Beminnend gesproken, Rik Meijers (vzw Wit.h), Watou

Ook bij W wh at* in Brussel, een gedeelde beeldende praktijk, is er sprake van ‘intensieve gedeelde co-creatieve processen’, aldus kunstenaar Jonas Lescrauwaet, één van de drijvende krachten achter de organisatie. ‘Wij laten nooit individuen alleen werken’, zegt Jonas. ‘Je kan het vergelijken met de praktijk van een individueel kunstenaar, maar dan gedeeld.’

Wel gaat W wh at* heel wat experimenteler te werk dan Manoeuvre. De hele werking vertrekt vanuit één grote onderzoeksvraag: ‘hoe kan je tot een meerstemmig oeuvre komen?’ Steeds wordt bekeken hoe impulsen en ideeën van individuen kunnen passen binnen het grotere plaatje. Want net als bij Manoeuvre is er bij W wh at* sprake van een doorlopend artistiek proces: de ene situatie wordt voortgezet in de volgende, enzovoort.

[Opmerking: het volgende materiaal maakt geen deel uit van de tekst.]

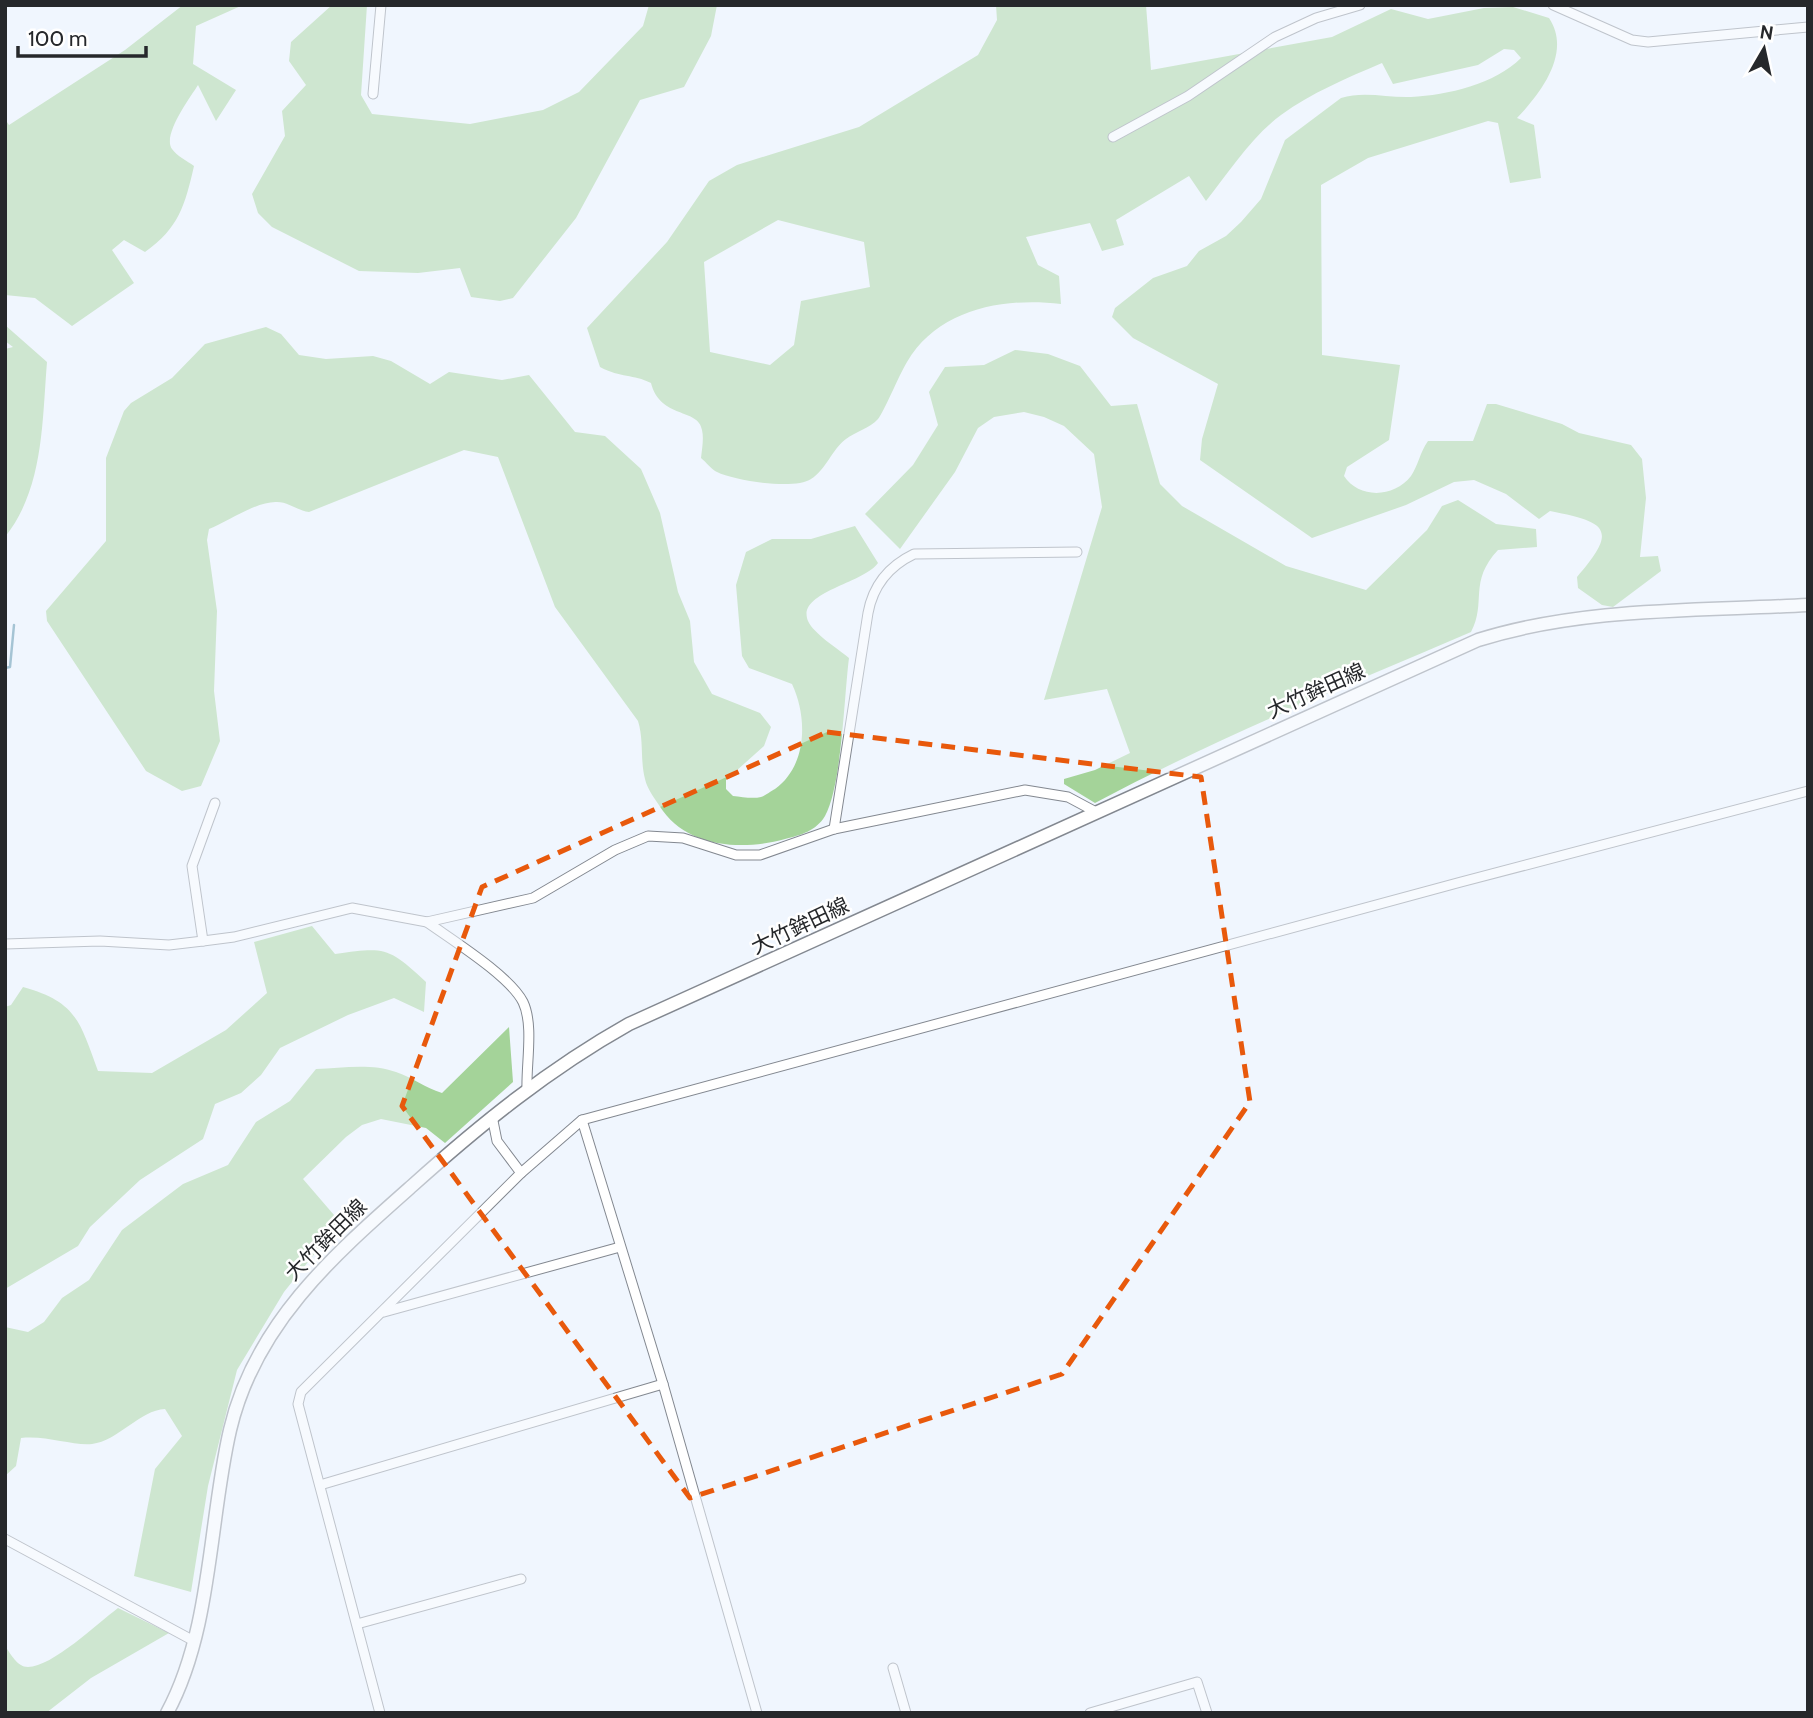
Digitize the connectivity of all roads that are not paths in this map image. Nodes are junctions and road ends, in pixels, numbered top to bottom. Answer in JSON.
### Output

Dat is ongetwijfeld een kracht van de sociaal-artistieke praktijk: ruimte laten voor onverwachte wendingen en nieuwe ideeën

Dé sociaal-artistieke methodiek binnen de beeldende kunsten bestaat dus niet. ‘Elk project is anders’, beaamt Luc Vandierendonck van vzw Wit.h, een sociaal-artistieke werkplek in Kortrijk voor personen met een verstandelijke beperking. ‘Daarom zijn we onze projecten “expedities” gaan noemen: eigenlijk zijn het avonturen.’ Hun uitkomst is ongewis, het proces open. Toen bij vzw Wit.h bijvoorbeeld een cineast meeliep om een documentaire te maken over een welbepaald traject, en één deelnemer met een mentale handicap liever met hem wilde werken, is Thomas uiteindelijk regisseur van een kortfilm geworden.

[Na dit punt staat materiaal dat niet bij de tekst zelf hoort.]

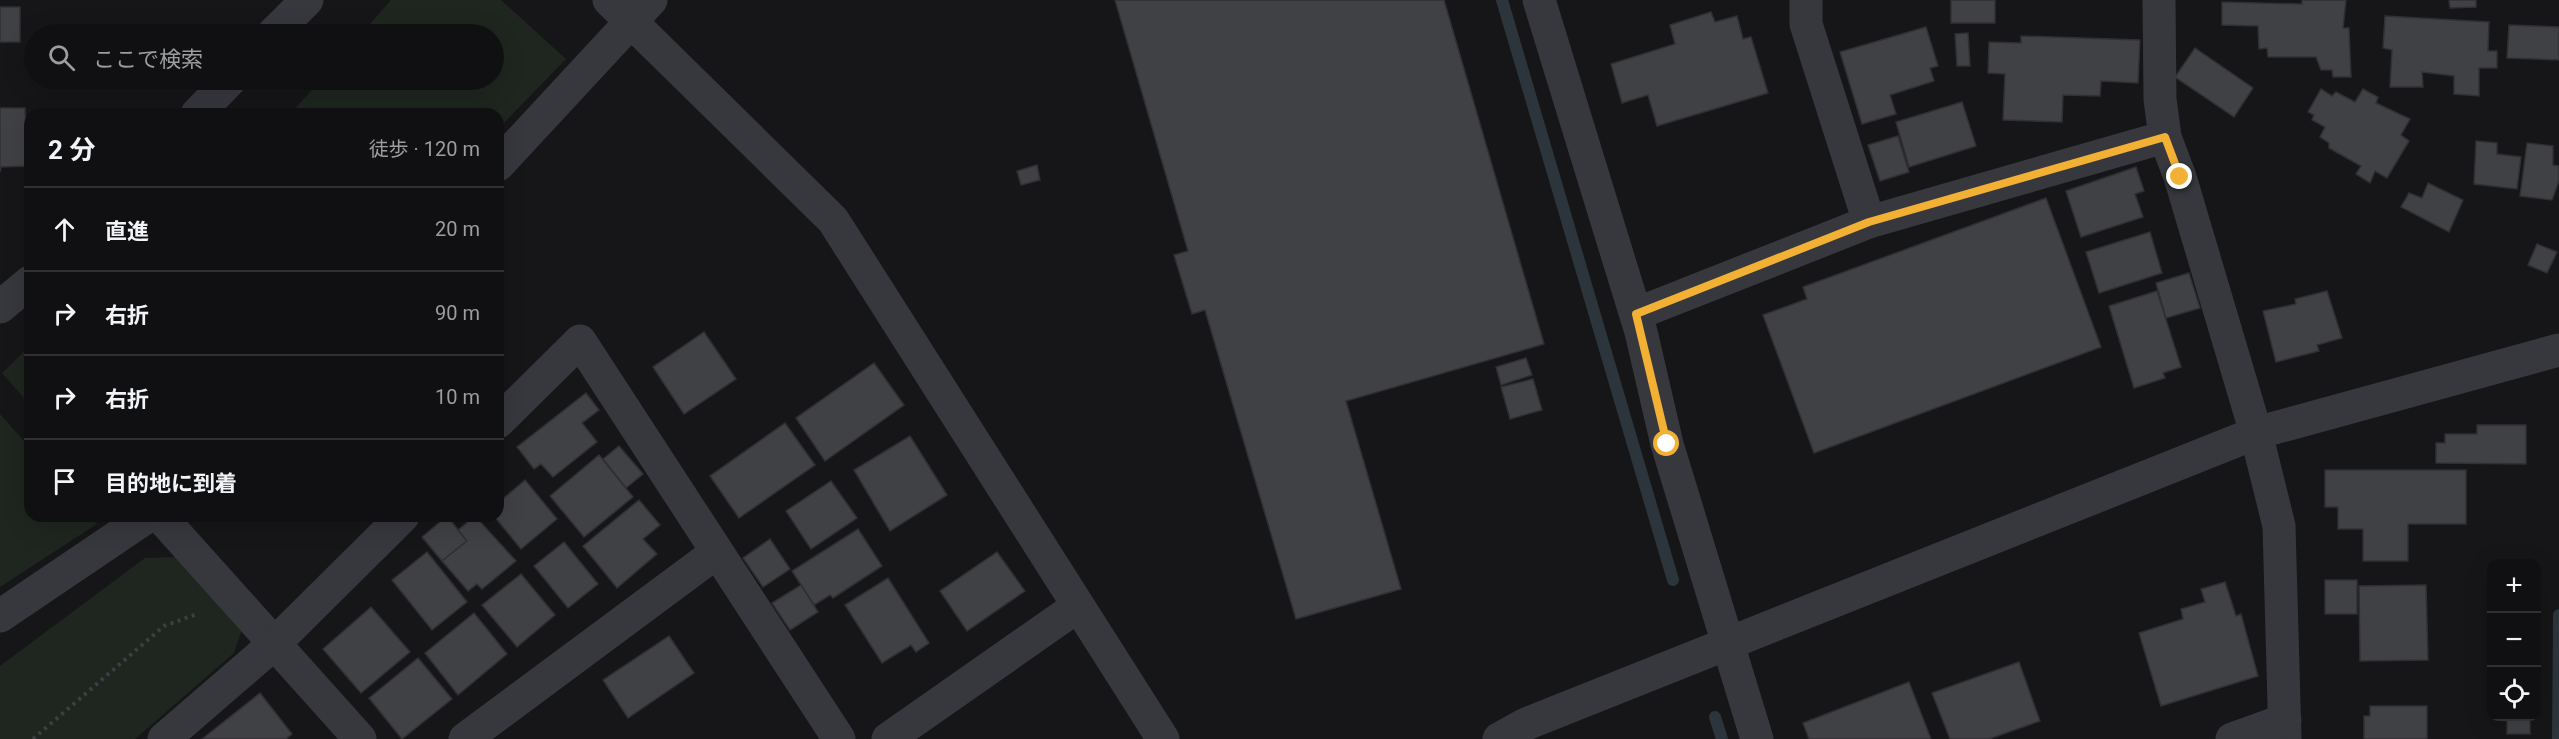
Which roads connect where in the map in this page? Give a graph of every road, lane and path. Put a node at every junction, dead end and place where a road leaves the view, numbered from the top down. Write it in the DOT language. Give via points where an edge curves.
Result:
graph roads {
  1 [pos="307,0"];
  2 [pos="1539,0"];
  3 [pos="1806,0"];
  4 [pos="2159,0"];
  5 [pos="631,7"];
  6 [pos="283,24"];
  7 [pos="220,90"];
  8 [pos="203,108"];
  9 [pos="2165,137"];
  10 [pos="504,158"];
  11 [pos="1869,222"];
  12 [pos="24,287"];
  13 [pos="0,308"];
  14 [pos="1636,314"];
  15 [pos="2559,350"];
  16 [pos="504,416"];
  17 [pos="2256,433"];
  18 [pos="139,522"];
  19 [pos="165,522"];
  20 [pos="397,522"];
  21 [pos="717,552"];
  22 [pos="234,600"];
  23 [pos="1078,606"];
  24 [pos="0,615"];
  25 [pos="1730,643"];
  26 [pos="274,644"];
  27 [pos="2285,730"];
  28 [pos="33,739"];
  29 [pos="164,739"];
  30 [pos="360,739"];
  31 [pos="465,739"];
  32 [pos="839,739"];
  33 [pos="888,739"];
  34 [pos="1163,739"];
  35 [pos="1499,739"];
  36 [pos="1757,739"];
  37 [pos="2232,739"];
  1 -- 6 [label="street"];
  2 -- 14 [label="street"];
  3 -- 11 [label="street" via="1806,24"];
  4 -- 9 [label="street" via="2160,99"];
  5 -- 10 [label="street"];
  5 -- 23 [label="street" via="833,220"];
  7 -- 8 [label="street"];
  9 -- 11 [label="street"];
  9 -- 17 [label="street"];
  11 -- 14 [label="street"];
  12 -- 13 [label="street"];
  14 -- 25 [label="street" via="1667,444"];
  15 -- 17 [label="street"];
  16 -- 21 [label="street" via="579,341"];
  17 -- 25 [label="street"];
  17 -- 27 [label="street" via="2279,526"];
  18 -- 24 [label="street"];
  19 -- 22 [label="street"];
  20 -- 26 [label="street"];
  21 -- 31 [label="street"];
  21 -- 32 [label="street"];
  22 -- 26 [label="street"];
  22 -- 28 [label="path" via="164,626"];
  23 -- 33 [label="street"];
  23 -- 34 [label="street"];
  25 -- 35 [label="street" via="1526,724"];
  25 -- 36 [label="street"];
  26 -- 29 [label="street"];
  26 -- 30 [label="street"];
  27 -- 37 [label="street"];
}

‘Zoiets bedenk je niet op voorhand, het duikt op en cours de route’, aldus Vandierendonck. ‘Zie het als een mooi voorbeeld van hoe zo’n project eigenlijk op maat geknipt wordt.’ Dat is ongetwijfeld een kracht van de sociaal-artistieke praktijk: ruimte laten voor onverwachte wendingen en nieuwe ideeën, en die ondanks de kleine budgetten toch trachten te realiseren.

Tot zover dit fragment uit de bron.